The company's tablet, Zydelig, works by blocking signals inside some cancer cells that allow them to grow and survive.

"In less than a year, we have seen considerable progress in the availability of treatments for chronic lymphocytic leukemia," said FDA's director for cancer drugs, Dr. Richard Pazdur.

The FDA has approved three other drugs for the disease in the last year: Roche's Gazyva, Janssen Pharmaceutical's Imbruvica and GlaxoSmithKline's Arzerra.

Lymphocytic leukemia first invades bone marrow cells before spreading to the blood and other parts of the body, including the liver and lymph nodes.

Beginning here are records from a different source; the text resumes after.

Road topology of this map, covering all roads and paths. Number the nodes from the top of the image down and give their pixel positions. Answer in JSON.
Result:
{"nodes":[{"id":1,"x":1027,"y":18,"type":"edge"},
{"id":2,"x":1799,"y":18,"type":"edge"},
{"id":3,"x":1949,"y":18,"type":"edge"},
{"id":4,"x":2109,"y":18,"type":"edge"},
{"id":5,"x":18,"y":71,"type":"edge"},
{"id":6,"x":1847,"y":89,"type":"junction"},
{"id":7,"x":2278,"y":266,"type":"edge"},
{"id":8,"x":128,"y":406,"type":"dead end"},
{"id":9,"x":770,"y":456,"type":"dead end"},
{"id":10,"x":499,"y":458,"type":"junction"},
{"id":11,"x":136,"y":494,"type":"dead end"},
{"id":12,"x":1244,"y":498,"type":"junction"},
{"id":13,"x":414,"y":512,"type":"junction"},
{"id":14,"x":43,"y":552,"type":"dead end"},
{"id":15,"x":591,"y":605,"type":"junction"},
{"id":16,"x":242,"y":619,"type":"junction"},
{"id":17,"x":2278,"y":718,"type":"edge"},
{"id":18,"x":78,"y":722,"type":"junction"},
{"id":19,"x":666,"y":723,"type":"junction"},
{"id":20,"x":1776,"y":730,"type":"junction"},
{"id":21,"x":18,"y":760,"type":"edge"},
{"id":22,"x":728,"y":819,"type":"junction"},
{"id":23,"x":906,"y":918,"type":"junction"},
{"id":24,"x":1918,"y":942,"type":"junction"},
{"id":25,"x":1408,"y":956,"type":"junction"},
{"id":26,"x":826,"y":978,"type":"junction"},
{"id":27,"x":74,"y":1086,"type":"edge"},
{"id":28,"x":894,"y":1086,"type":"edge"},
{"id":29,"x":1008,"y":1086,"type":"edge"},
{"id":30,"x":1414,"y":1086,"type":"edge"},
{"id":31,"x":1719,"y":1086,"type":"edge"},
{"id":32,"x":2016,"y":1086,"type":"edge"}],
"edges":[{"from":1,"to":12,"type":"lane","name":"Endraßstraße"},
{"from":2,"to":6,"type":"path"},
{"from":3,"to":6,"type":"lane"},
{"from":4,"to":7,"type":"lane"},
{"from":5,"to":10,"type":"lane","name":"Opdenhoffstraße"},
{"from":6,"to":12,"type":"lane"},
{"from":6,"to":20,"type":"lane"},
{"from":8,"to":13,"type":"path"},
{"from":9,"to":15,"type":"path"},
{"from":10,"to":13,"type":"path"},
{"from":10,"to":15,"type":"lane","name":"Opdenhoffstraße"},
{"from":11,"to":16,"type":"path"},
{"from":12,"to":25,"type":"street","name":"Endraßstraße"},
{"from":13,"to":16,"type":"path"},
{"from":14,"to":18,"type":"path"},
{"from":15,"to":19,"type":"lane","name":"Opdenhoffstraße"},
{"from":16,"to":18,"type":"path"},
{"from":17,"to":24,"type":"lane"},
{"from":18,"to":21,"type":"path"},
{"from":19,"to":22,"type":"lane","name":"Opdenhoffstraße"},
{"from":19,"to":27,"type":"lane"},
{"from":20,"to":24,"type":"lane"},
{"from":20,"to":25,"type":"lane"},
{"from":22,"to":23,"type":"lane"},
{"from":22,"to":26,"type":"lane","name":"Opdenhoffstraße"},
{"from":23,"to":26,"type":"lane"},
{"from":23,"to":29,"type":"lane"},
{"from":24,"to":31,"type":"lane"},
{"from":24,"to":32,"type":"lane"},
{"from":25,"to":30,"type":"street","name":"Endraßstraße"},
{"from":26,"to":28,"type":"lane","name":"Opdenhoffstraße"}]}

The FDA approved Zydelig for leukemia based on a study showing that adding the drug to another cancer therapy, Rituxan, slowed cancer progression. Researchers halted the study early when it became clear the drug was working. FDA said patients taking the Zydelig combination had the potential to live 10.7 months without their disease progressing, compared with about 5.5 months for patients taking Rituxan alone.

The drug will carry a boxed warning, the strongest type, about potentially fatal side effects, including liver toxicity, diarrhea and colon inflammation.

More common side effects with the drug include diarrhea, fever, fatigue, nausea, cough, pneumonia, chills and rash. The drug also frequently lowers white blood cell levels and raises blood sugar.

The Foster City, Calif.-based Gilead Sciences makes an array of antiviral medications used to treat HIV including Atripla, Truvada, and Stribild. The company has also made headlines this year with its breakthrough Hepatitis C drug, Sovaldi, which posted sales of $2.3 billion for the first quarter.

Analysts have estimated Zydelig could eventually reach annual sales between $1 billion and $2 billion per year.